Presenteeism appears to be on the rise and hurting productivity for companies, according to a couple of new studies.

One study, done by United Kingdom health insurer Vitality, found that more than 40 percent of employees polled said their workplaces were affected by health problems and employees lost about 12.5 percent of their productivity due to presenteeism. This loss of productive time (along with another 1.2 percent for actual absence) translates to about 35.6 days of lost productivity per year per employee.

Unlike absenteeism, where you are actually absent from work, presenteeism is defined by Vitality as "being present at work but being limited in some aspects of job performance by a health problem and thus experiencing decreased productivity and below-normal work quality."

The health problem could be physical or mental. Basically, if you are overly distracted by a health issue at work, you are physically present, but not really being productive at work.
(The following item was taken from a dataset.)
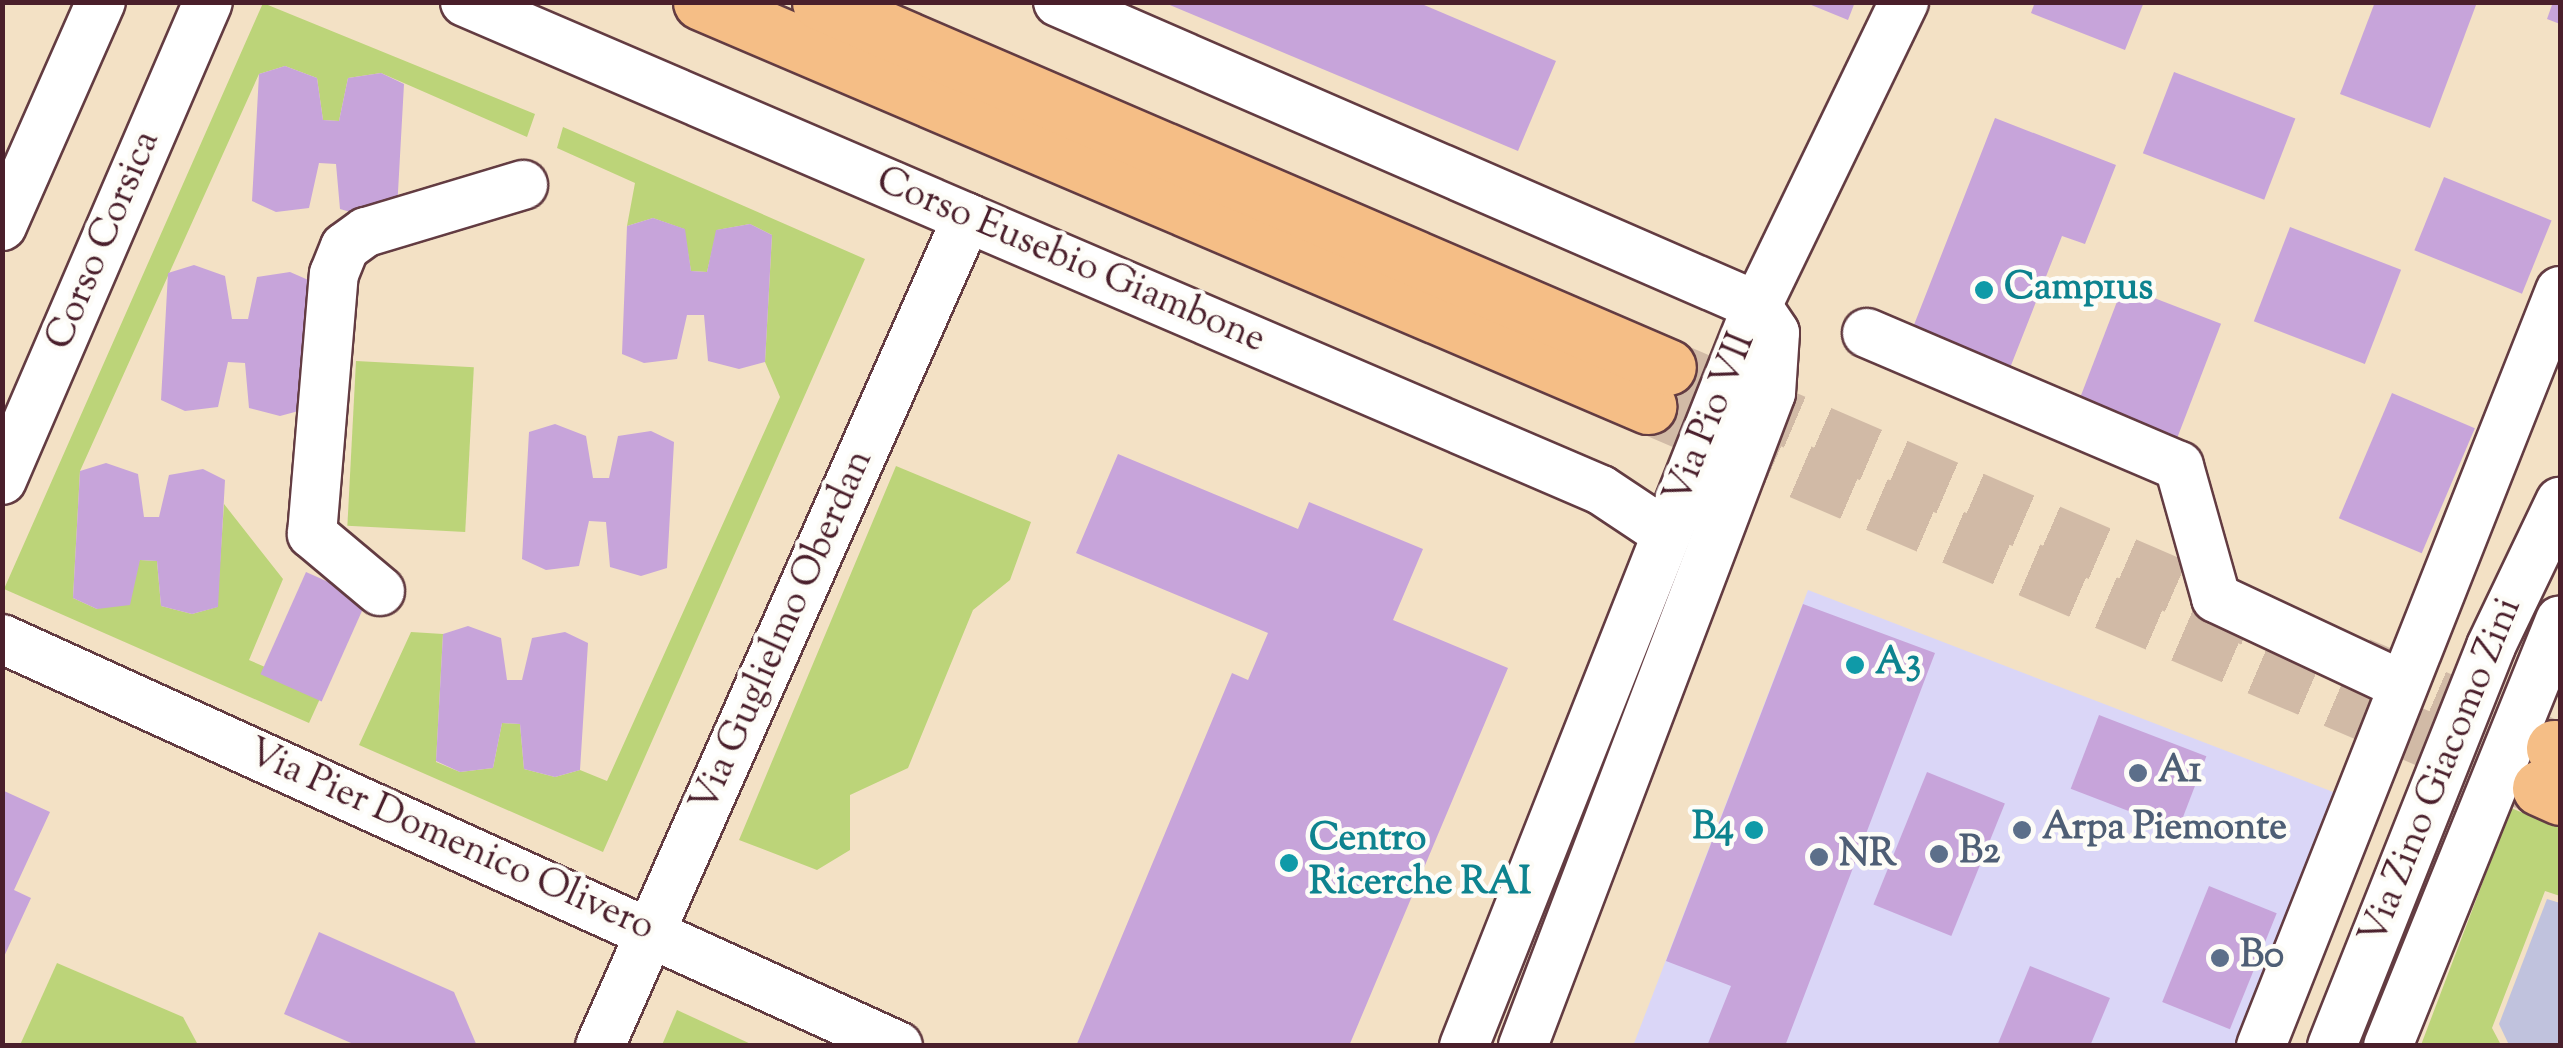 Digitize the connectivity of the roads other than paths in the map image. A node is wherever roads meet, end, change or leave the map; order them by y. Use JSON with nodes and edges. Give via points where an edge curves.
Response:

Meanwhile, the Health and Well-Being at Work Survey Report by the UK's Chartered Institute of Personnel and Development (CIPD) also found evidence of unhealthy trends in the workplace. The CIPD report states that 83 percent of respondents observed presenteeism in their organization while 25 percent said the problem had gotten worse since the previous year.

Presenteeism is especially prevalent in people with mental health issues because they are less obvious than physical ailments. If you have a broken leg, it is more obvious than if you are dealing with depression.

Even if people are diagnosed with a mental health issue or overwhelming stress due to work and receive time off work for it, they might opt to go to work instead. Vitality's research has uncovered that these are the biggest factors when it comes to presenteeism.

Apart from being detrimental to employees, presenteeism also affects businesses because employees who are physically present but not really mentally there are less productive than people who are ready to work.

It is on the rise likely because dealing with people via technology makes it more difficult to tell if someone is dealing with a mental disorder, according to the Head of Corporate Social Responsibility for UK electronics retailer Dixons Carphone, Kesah Trowell, who was quoted in a BBC article about presenteeism.

So, how can a business make sure its employees are not only present physically, but present mentally enough to be productive, as well?

Try these three ways of limiting presenteeism in your business:

1. Recognize mental health on par with physical health.

Mental health should be considered just as important for an employee as physical health and employees should be made aware of this so they feel comfortable talking with managers about any issues they may be experiencing. Whether they get a diagnosis from a doctor or they are merely feeling overwhelmed by work stress, the mental health of employees should be acknowledged and dealt with as seriously as any physical ailments would be.

The degree to which companies recognize employee mental health can be a factor in whether they stay with your company. The BBC article outlined how engineering recruiter Sarah Mitchell-Hume was diagnosed with depression and ultimately left her job because she didn't feel like she had any support there.

Retaining top talent for your business means not only recognizing them when they are at their best, but supporting them when they are not.

At the business my wife and I founded, we always encourage our employees to be open and honest to us about what's going on in their lives if they need some time off to deal with it. We'd rather have them completely focused on the job rather than only half there.

2. Have a wellness program designed for mental and physical health.

Often, physical well-being leads to mental well-being. If your wellness program targets physical activity, there is a good chance that it will also help people feel better mentally. In that same BBC article, another employee who worked in technical support, Dale Garbacki, lost his wife and his work performance suffered.

After he spoke to a manager about why he was putting in minimal effort, the company started him on a work-sponsored fitness program and it has helped turn things around for him. The company he works for, the aforementioned Dixons Carphone, has also started sponsoring the UK's biggest long distance run to help employees with their physical and mental wellness.

You can help employees in this regard by always making sure they feel comfortable talking with managers about issues outside of work affecting their performance and staying active and healthy, which helps with their mental health.

Another thing you can consider is subsidizing stress tests for employees to see if they have elevated levels of stress hormones. These can act as as an early indicator of possible issues.

3. Consider offering mental health benefits.

Most companies, if they can, offer health, dental and maybe optical benefits, which are all useful for people. But, not many companies offer benefits for things like therapy. If you are able to swing it, providing these kinds of benefits can be extremely helpful for employees. Mental health benefits can also help with retention of employees.